There are many reasons why startups and businesses fail.  One main reason is the lack of a reasonable, quantifiable strategic plan and budget.  Outlined below are the phases involved in producing a budget that is helpful in guiding the financial success of the company.

Designing

The first step in the budget process is the design.  This step is the most critical, but given the least time and focus.  During the design phase the owners/partners and executive management should have an off-site meeting (1 day or more) 2 or 3 months before the end of their fiscal year to document a strategic plan for the upcoming year.  The “design team” should discuss how they have been doing compared to last year’s strategic plan and budget.

A strategic plan is simply a corporate guide.  The strategic plan should have overall corporate goals and departmental goals for the upcoming year.  These goals should be quantifiable and reasonable.  Once these goals have been determined they need to be calculated on a monthly basis.  Once the strategic plan has been finalized, the budgetary process should be started.  The budget is a financial tool based on the strategic plan to guide the organization in the right financial path and understand during the execution phase, what went right and what did not.

Preparing

Preparing the budget is the second phase.  During the preparation process, the budget is built.  Budgets are mainly built in Excel and once complete it is either loaded directly into the accounting application or keyed in manually.    There will be numerous tabs in your Excel budget worksheet.   The 1st tab (linked from the 2nd tab) is usually the summary consolidated financials by Qtr with a YTD total and associated percentage of total of revenue columns.  The information in the 1st tab will be updated each time information is completed in the 2nd tab.

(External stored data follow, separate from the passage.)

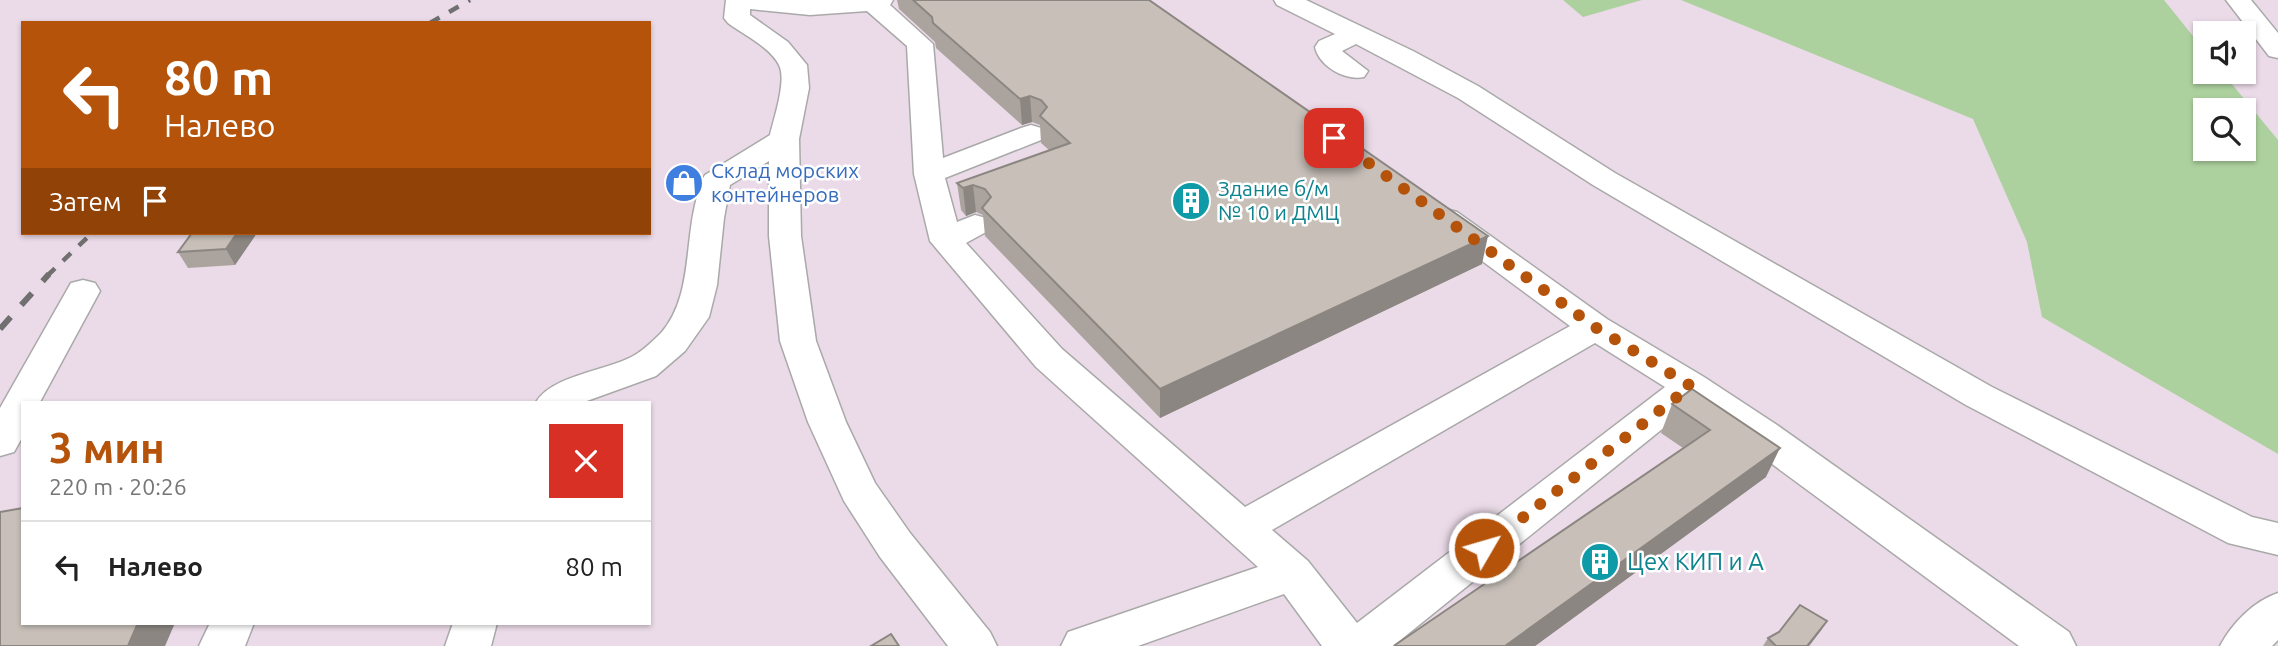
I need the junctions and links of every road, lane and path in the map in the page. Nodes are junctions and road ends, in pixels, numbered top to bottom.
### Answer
1 (739, 0) edge
2 (1286, 0) edge
3 (2238, 0) edge
4 (877, 1) edge
5 (1354, 34) junction
6 (2278, 50) edge
7 (1354, 71) dead end
8 (1031, 134) dead end
9 (784, 139) junction
10 (929, 174) junction
11 (1416, 198) edge
12 (82, 291) dead end
13 (1595, 327) junction
14 (1691, 386) junction
15 (22, 401) edge
16 (556, 401) edge
17 (21, 403) edge
18 (0, 442) edge
19 (1240, 529) junction
20 (2278, 539) edge
21 (1293, 573) junction
22 (2278, 611) edge
23 (231, 625) edge
24 (474, 625) edge
25 (222, 646) edge
26 (468, 646) edge
27 (974, 646) edge
28 (1084, 646) edge
29 (1348, 646) edge
30 (1360, 646) edge
31 (2053, 646) edge
32 (2243, 646) edge

1 - 4 lane
1 - 9 lane
2 - 5 lane
3 - 6 lane
4 - 10 lane
5 - 7 lane
5 - 20 lane
8 - 10 lane
9 - 16 lane
9 - 27 lane
10 - 19 lane
11 - 13 lane
12 - 15 lane
13 - 14 lane
13 - 19 lane
14 - 30 lane
14 - 31 lane
17 - 18 lane
19 - 21 lane
21 - 28 lane
21 - 29 lane
22 - 32 lane
23 - 25 lane
24 - 26 lane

The 2nd tab is the monthly financials by month with a YTD total and associated percentage of total of revenue columns.  The following Excel tabs should be category tabs that will link to the 2nd tab:  Revenue, Other Revenue, Cost of Goods Sold, Payroll, Operating Expenses, Depreciation, Other Operating Expenses, etc.  All of this data will be broken down in detail by account and by month.  Assumptions should be documented and included within each category tab.  Don’t forget about a balance sheet and cash flow once the income statement is finalized.  Make sure you have incorporated formula checks and report checks within the budget.

Executing

Once the budget has been loaded by month, the budget should not be changed, only explained, unless there was a material mistake made in the budget.  As part of the normal monthly accounting review process the internal accountant should supply to executive management an analysis of why actual vs. budget variance(s) exist.  This will allow management to understand how the company is doing compared to the strategic plan and budget.

Evaluating

The Accounting department and executive management should continually evaluate how successfully the company is operating, as designed by the strategic plan, against the budget.  Executive Management should work toward the strategic plan and for the long-term success of the company, but understand their decisions good or bad will have a financial impact.  By learning and understanding what went well or not during the strategic planning and budget process, changes can be made in the future.  These processes are an on-going fine tuning process that each year will become easier and produce more accurate results.